9. The recording apparatus according to claim 7, further comprising: an opposable portion configured to be opposed to the recording portion; and a capping mechanism comprising an enclosure member disposed around the recording portion so as to enclose a recording surface of the recording portion that is to be opposed to the opposable portion, the capping mechanism being configured to seal the recording surface by abutting contact of the enclosure member with the opposable portion,

wherein the first position is a capping position at which the recording surface is sealed.

10. The recording apparatus according to claim 6, wherein the moving mechanism is configured to move the at least one of the recording portion and the support portion such that the recording portion and the support portion are positioned further at a third position between the first position and the second position.

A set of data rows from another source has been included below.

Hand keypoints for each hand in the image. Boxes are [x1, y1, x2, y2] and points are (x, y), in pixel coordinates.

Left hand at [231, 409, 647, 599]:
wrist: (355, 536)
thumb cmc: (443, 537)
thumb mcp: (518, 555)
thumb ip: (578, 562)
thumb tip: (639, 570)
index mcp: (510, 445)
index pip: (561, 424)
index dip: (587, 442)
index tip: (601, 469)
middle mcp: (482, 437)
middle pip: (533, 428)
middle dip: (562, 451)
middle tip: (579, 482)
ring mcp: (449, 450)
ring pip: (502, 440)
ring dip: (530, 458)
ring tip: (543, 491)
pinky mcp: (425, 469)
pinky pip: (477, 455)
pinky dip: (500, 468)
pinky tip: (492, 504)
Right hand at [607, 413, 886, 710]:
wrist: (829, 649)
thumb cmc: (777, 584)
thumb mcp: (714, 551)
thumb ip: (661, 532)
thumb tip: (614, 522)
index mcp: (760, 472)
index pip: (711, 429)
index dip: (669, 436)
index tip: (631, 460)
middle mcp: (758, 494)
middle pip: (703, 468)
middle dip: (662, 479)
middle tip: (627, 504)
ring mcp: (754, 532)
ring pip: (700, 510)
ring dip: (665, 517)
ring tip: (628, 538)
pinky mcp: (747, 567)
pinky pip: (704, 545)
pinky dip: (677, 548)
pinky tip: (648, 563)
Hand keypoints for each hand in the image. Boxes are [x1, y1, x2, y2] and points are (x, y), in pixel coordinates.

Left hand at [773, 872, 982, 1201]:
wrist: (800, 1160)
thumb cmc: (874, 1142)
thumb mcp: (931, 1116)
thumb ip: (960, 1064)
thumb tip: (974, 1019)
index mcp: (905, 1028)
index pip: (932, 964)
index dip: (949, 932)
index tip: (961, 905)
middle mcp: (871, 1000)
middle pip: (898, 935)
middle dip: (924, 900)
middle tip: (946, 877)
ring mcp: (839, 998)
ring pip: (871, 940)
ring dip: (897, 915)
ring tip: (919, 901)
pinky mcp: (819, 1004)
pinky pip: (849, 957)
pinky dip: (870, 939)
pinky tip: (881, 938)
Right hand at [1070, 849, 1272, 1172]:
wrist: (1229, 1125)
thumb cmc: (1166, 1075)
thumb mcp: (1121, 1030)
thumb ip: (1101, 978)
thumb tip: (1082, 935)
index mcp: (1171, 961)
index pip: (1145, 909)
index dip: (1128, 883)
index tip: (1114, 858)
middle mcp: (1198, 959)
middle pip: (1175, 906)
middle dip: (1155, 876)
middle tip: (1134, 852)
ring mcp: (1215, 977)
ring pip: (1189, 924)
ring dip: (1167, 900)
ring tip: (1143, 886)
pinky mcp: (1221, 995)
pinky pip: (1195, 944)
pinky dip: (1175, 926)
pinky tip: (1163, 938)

11. The recording apparatus according to claim 1, wherein the movable member has an L-shaped cross sectional shape as viewed from the extension direction in which the shaft extends.

12. The recording apparatus according to claim 11, wherein the movable member has a first portion extending along the orthogonal direction and a second portion extending along the prescribed direction.

13. The recording apparatus according to claim 1,

wherein the guide pin is a cylindrical member, and

wherein the guide hole has, at one end thereof, an inner wall surface extending along the extending direction in which the shaft extends and has, at another end thereof, a semi-circular inner wall surface.

14. The recording apparatus according to claim 3, wherein the guide hole belonging to the other of the two pairs is long in the orthogonal direction.